Abstract
In structural magnetic resonance (MR) imaging, motion artefacts, low resolution, imaging noise and variability in acquisition protocols frequently degrade image quality and confound downstream analyses. Here we report a foundation model for the motion correction, resolution enhancement, denoising and harmonization of MR images. Specifically, we trained a tissue-classification neural network to predict tissue labels, which are then leveraged by a 'tissue-aware' enhancement network to generate high-quality MR images. We validated the model's effectiveness on a large and diverse dataset comprising 2,448 deliberately corrupted images and 10,963 images spanning a wide age range (from foetuses to elderly individuals) acquired using a variety of clinical scanners across 19 public datasets. The model consistently outperformed state-of-the-art algorithms in improving the quality of MR images, handling pathological brains with multiple sclerosis or gliomas, generating 7-T-like images from 3 T scans and harmonizing images acquired from different scanners. The high-quality, high-resolution and harmonized images generated by the model can be used to enhance the performance of models for tissue segmentation, registration, diagnosis and other downstream tasks.
Overview
- The study aims to develop a foundation model for motion correction, resolution enhancement, denoising, and harmonization of magnetic resonance (MR) images.
- The model uses a tissue-classification neural network to predict tissue labels, which are then used by a 'tissue-aware' enhancement network to generate high-quality MR images.

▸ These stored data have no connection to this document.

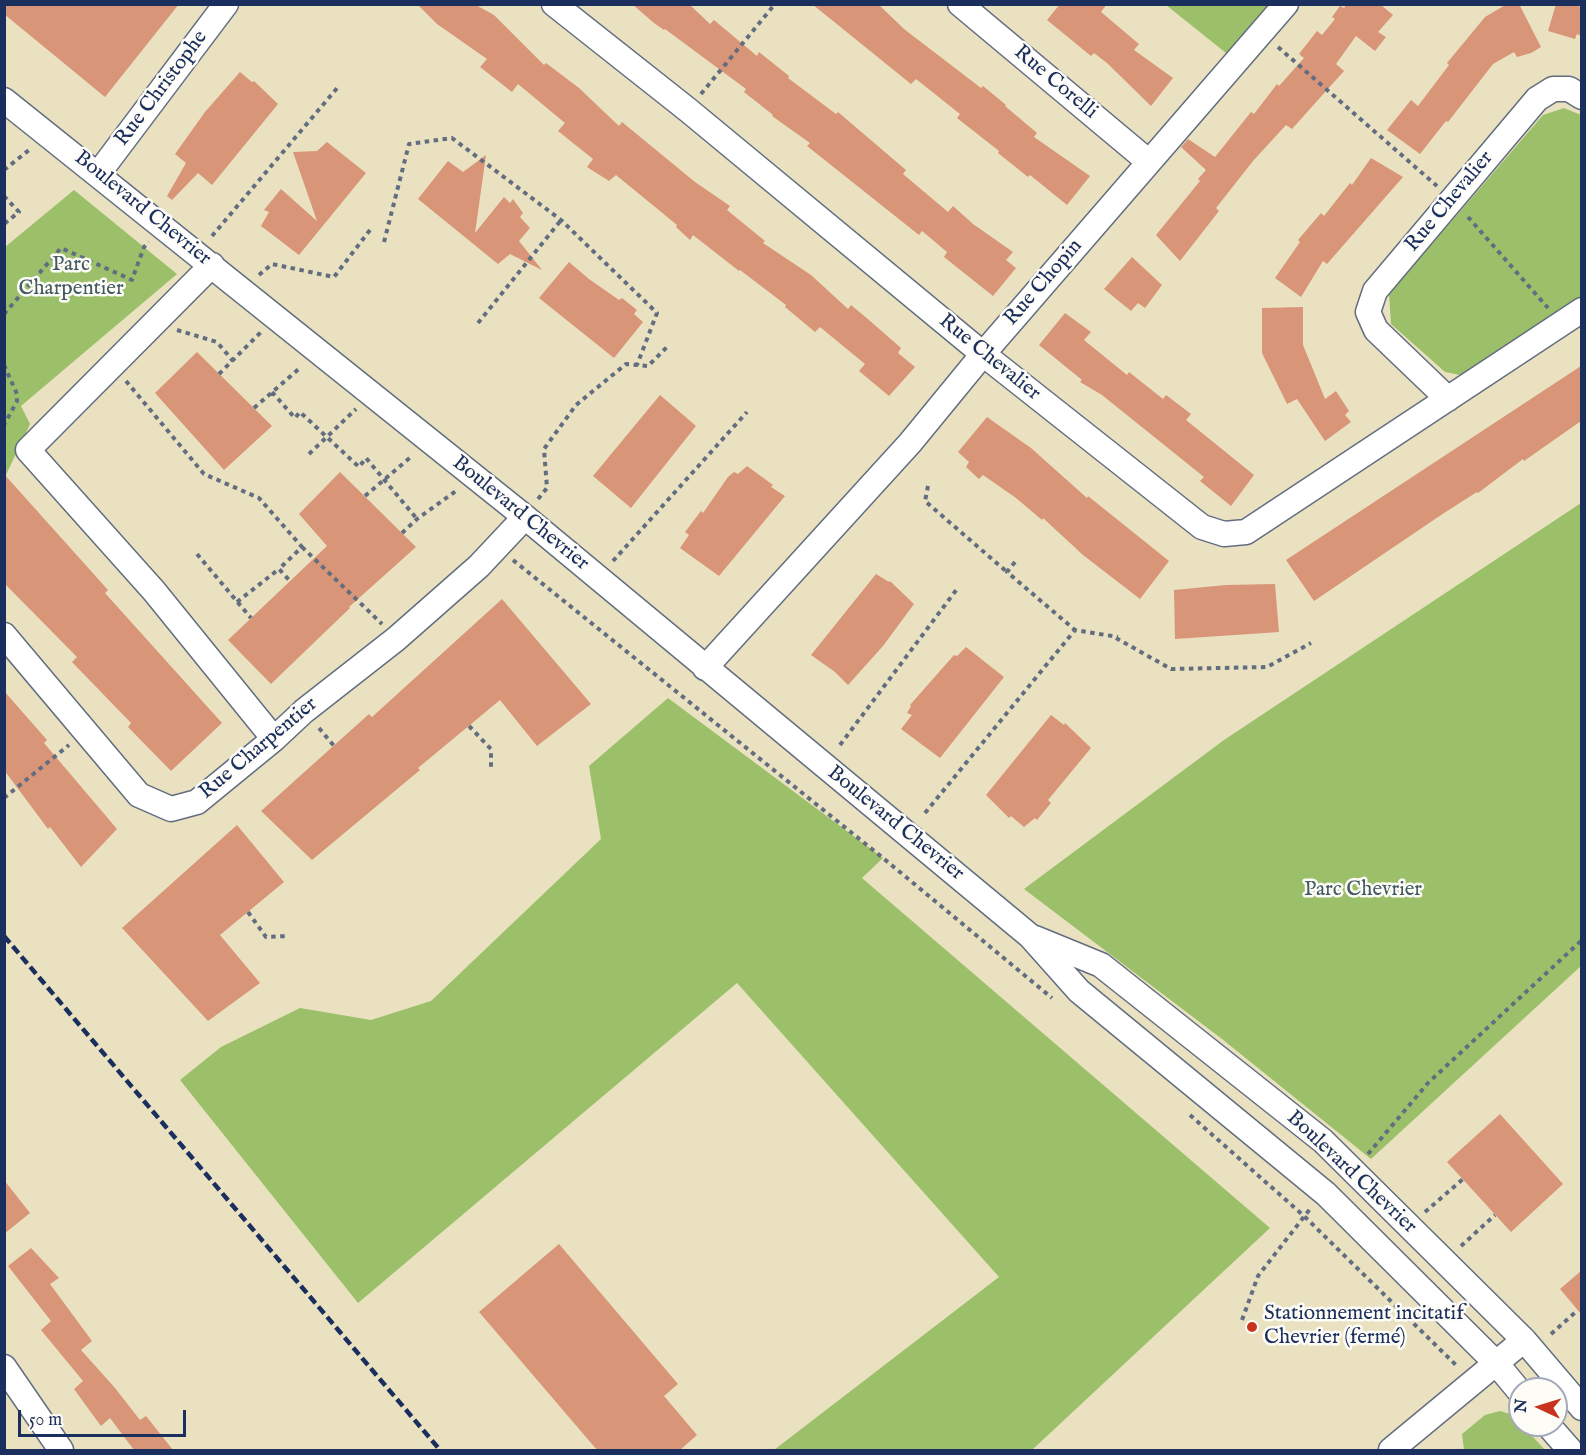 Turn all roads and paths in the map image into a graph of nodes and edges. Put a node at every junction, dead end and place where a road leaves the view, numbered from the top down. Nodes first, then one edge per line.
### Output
1 (226, 4) edge
2 (554, 4) edge
3 (775, 4) edge
4 (960, 4) edge
5 (1286, 4) edge
6 (1261, 33) junction
7 (338, 87) dead end
8 (1581, 97) edge
9 (4, 100) edge
10 (687, 110) junction
11 (48, 134) junction
12 (1149, 162) junction
13 (4, 170) edge
14 (98, 174) junction
15 (4, 196) edge
16 (1452, 199) junction
17 (561, 220) junction
18 (4, 224) edge
19 (370, 230) dead end
20 (212, 236) dead end
21 (384, 242) dead end
22 (144, 247) dead end
23 (212, 265) junction
24 (259, 275) dead end
25 (1581, 310) edge
26 (4, 314) edge
27 (276, 316) junction
28 (153, 323) junction
29 (478, 323) dead end
30 (1561, 323) junction
31 (667, 347) dead end
32 (319, 351) junction
33 (983, 354) junction
34 (233, 361) junction
35 (4, 365) edge
36 (112, 365) junction
37 (637, 365) junction
38 (219, 374) dead end
39 (272, 392) junction
40 (371, 393) junction
41 (1448, 399) junction
42 (254, 408) dead end
43 (747, 412) dead end
44 (4, 425) edge
45 (326, 438) junction
46 (430, 441) junction
47 (309, 454) dead end
48 (475, 477) junction
49 (384, 479) junction
50 (928, 486) dead end
51 (365, 496) dead end
52 (532, 508) junction
53 (417, 519) junction
54 (402, 533) dead end
55 (302, 548) junction
56 (497, 548) junction
57 (196, 554) dead end
58 (612, 562) dead end
59 (1015, 562) dead end
60 (279, 568) junction
61 (1007, 572) junction
62 (290, 581) dead end
63 (957, 589) dead end
64 (237, 602) junction
65 (251, 618) dead end
66 (383, 624) dead end
67 (1075, 630) junction
68 (4, 635) edge
69 (1311, 643) dead end
70 (705, 668) junction
71 (469, 726) dead end
72 (86, 732) junction
73 (274, 739) junction
74 (840, 745) dead end
75 (491, 767) dead end
76 (4, 798) edge
77 (925, 813) dead end
78 (248, 912) dead end
79 (288, 936) dead end
80 (1030, 936) junction
81 (1581, 940) edge
82 (1053, 998) dead end
83 (1185, 1110) dead end
84 (1363, 1160) dead end
85 (1462, 1179) dead end
86 (1384, 1202) junction
87 (1422, 1215) dead end
88 (1495, 1215) dead end
89 (1304, 1216) junction
90 (1358, 1226) junction
91 (1458, 1248) dead end
92 (1578, 1310) dead end
93 (1242, 1320) dead end
94 (1551, 1334) dead end
95 (1524, 1340) junction
96 (1496, 1363) junction
97 (4, 1367) edge
98 (1508, 1378) edge
99 (1473, 1383) junction
100 (1581, 1408) edge
101 (1559, 1437) edge
102 (61, 1450) edge
103 (1391, 1450) edge
104 (1570, 1450) edge

1 - 14 street, Rue Christophe
2 - 10 street, Rue Chevalier
3 - 10 path
4 - 12 street, Rue Corelli
5 - 6 street, Rue Chopin
6 - 12 street, Rue Chopin
6 - 16 path
7 - 20 path
8 - 16 street, Rue Chevalier
9 - 11 street, Boulevard Chevrier
10 - 33 street, Rue Chevalier
11 - 13 path
11 - 14 street, Boulevard Chevrier
12 - 33 street, Rue Chopin
14 - 23 street, Boulevard Chevrier
15 - 18 path
16 - 30 path
16 - 41 street, Rue Chevalier
17 - 21 path
17 - 29 path
17 - 37 path
19 - 24 path
22 - 26 path
23 - 27 street, Boulevard Chevrier
23 - 28 street
25 - 30 street, Rue Chevalier
27 - 32 street, Boulevard Chevrier
27 - 34 path
28 - 34 path
28 - 36 street
30 - 41 street, Rue Chevalier
31 - 37 path
32 - 39 path
32 - 40 street, Boulevard Chevrier
33 - 41 street, Rue Chevalier
33 - 70 street, Rue Chopin
34 - 38 path
35 - 44 path
36 - 55 path
36 - 73 street
37 - 52 path
39 - 42 path
39 - 45 path
40 - 45 path
40 - 46 street, Boulevard Chevrier
43 - 58 path
45 - 47 path
45 - 49 path
46 - 48 street, Boulevard Chevrier
46 - 49 path
48 - 52 street, Boulevard Chevrier
48 - 53 path
49 - 51 path
49 - 53 path
50 - 61 path
52 - 56 street, Rue Charpentier
52 - 70 street, Boulevard Chevrier
53 - 54 path
55 - 60 path
55 - 66 path
56 - 73 street, Rue Charpentier
56 - 82 path
57 - 64 path
59 - 61 path
60 - 62 path
60 - 64 path
61 - 67 path
63 - 74 path
64 - 65 path
67 - 69 path
67 - 77 path
68 - 72 street, Rue Charpentier
70 - 80 street, Boulevard Chevrier
71 - 75 path
72 - 73 street, Rue Charpentier
72 - 76 path
78 - 79 path
80 - 86 street, Boulevard Chevrier
80 - 90 street, Boulevard Chevrier
81 - 84 path
83 - 89 path
85 - 87 path
86 - 90 street
86 - 95 street, Boulevard Chevrier
88 - 91 path
89 - 93 path
89 - 99 path
90 - 96 street, Boulevard Chevrier
92 - 94 path
95 - 96 street
95 - 100 street, Boulevard Chevrier
96 - 98 street, Boulevard Chevrier
96 - 99 street
97 - 102 street
99 - 103 street
101 - 104 street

- The study validates the model's effectiveness on a large and diverse dataset consisting of 2,448 deliberately corrupted images and 10,963 images spanning a wide age range and acquired using various clinical scanners.
Comparative Analysis & Findings
- The model consistently outperformed state-of-the-art algorithms in improving the quality of MR images, particularly in handling pathological brains with multiple sclerosis or gliomas.

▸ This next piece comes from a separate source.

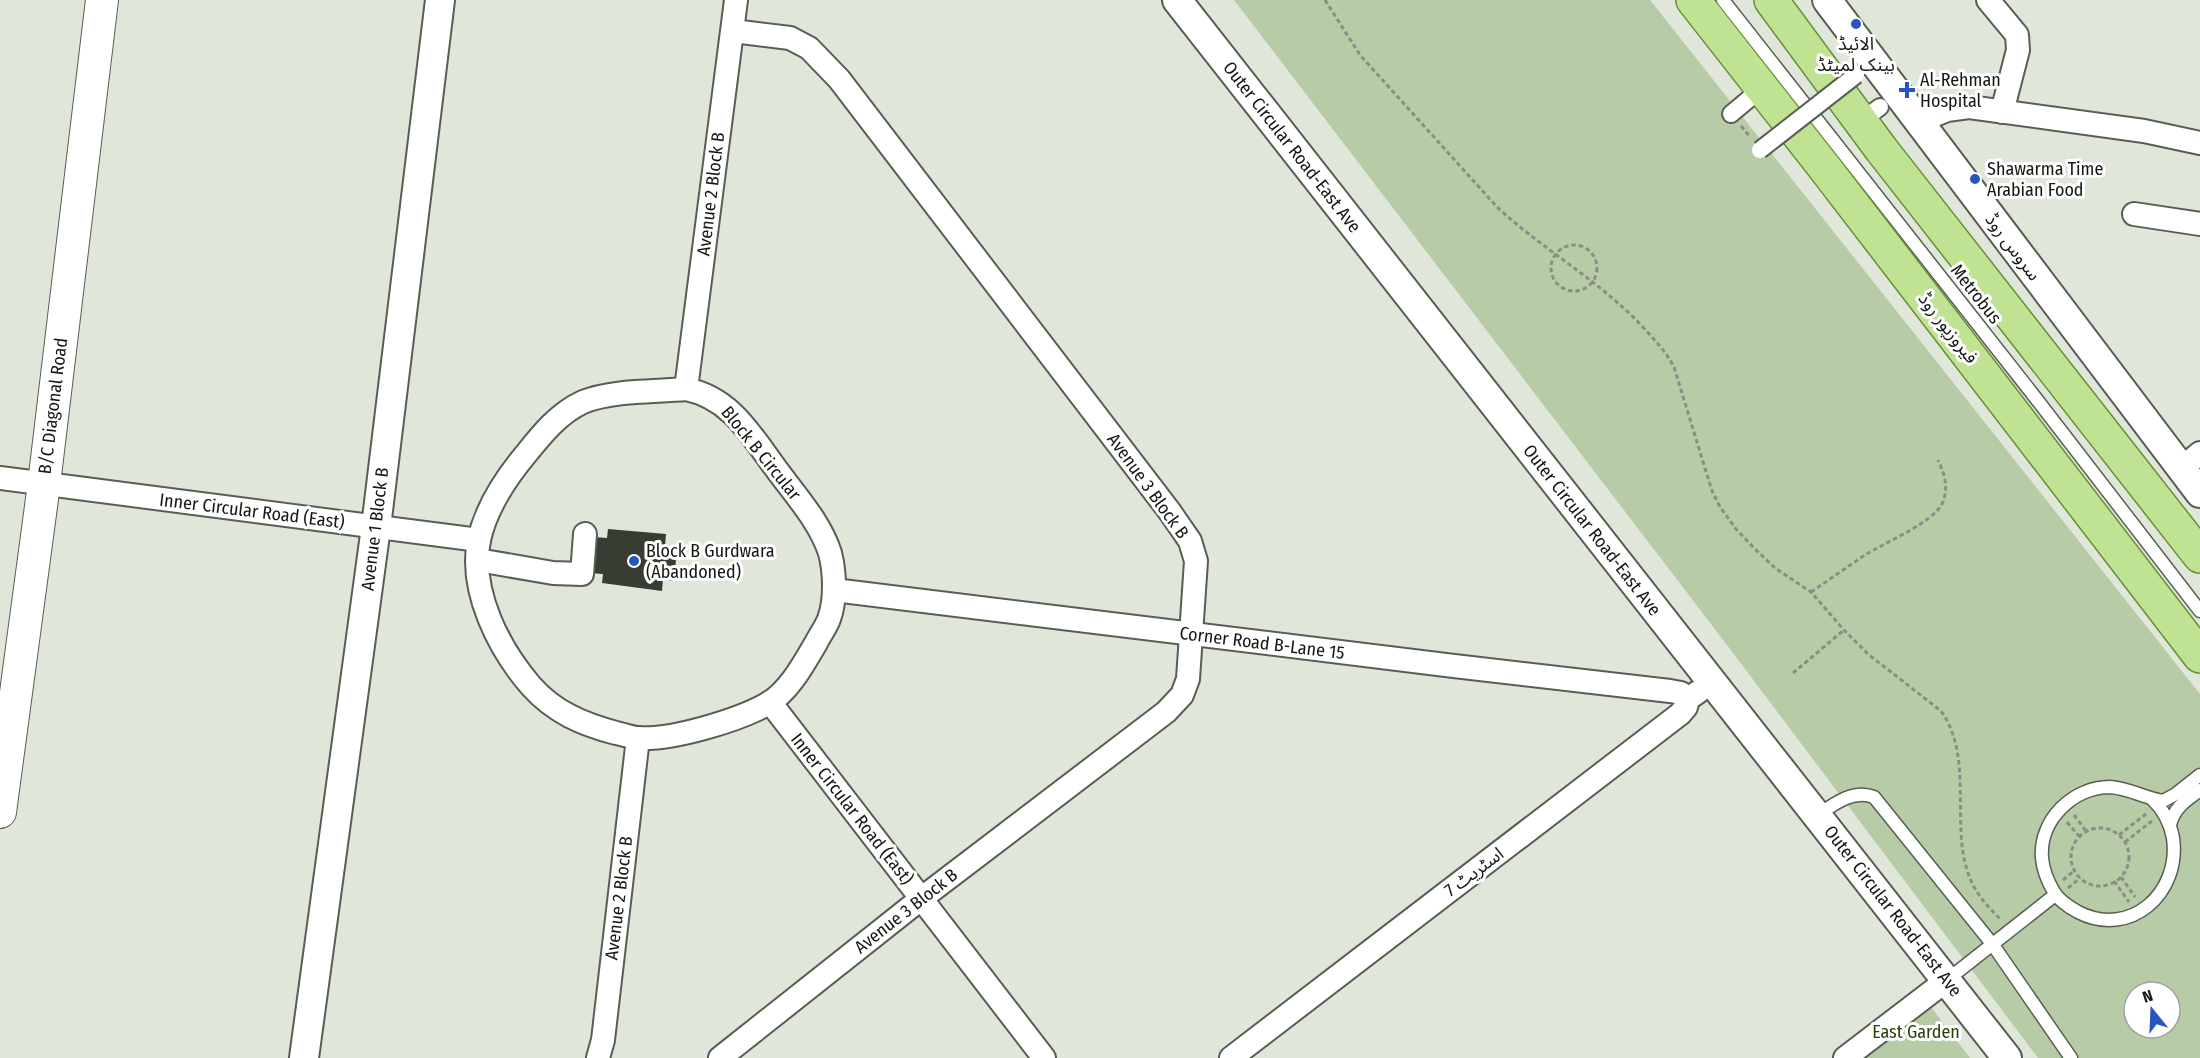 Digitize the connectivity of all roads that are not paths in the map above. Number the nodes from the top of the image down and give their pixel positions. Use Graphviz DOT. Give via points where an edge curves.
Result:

- The model generated high-quality, high-resolution images that can be used to enhance the performance of models for tissue segmentation, registration, diagnosis, and other downstream tasks.
- The model was able to generate 7-T-like images from 3 T scans and harmonize images acquired from different scanners, demonstrating its ability to handle varying imaging protocols and scanner types.
Implications and Future Directions
- The development of this foundation model has the potential to significantly improve the quality of MR images, enabling more accurate diagnosis and treatment of various medical conditions.
- Future studies can explore the application of this model to other types of medical imaging modalities, such as computed tomography or positron emission tomography scans.
- The model's architecture and training data can be further refined and extended to improve its performance and adaptability to different imaging protocols and scanner types.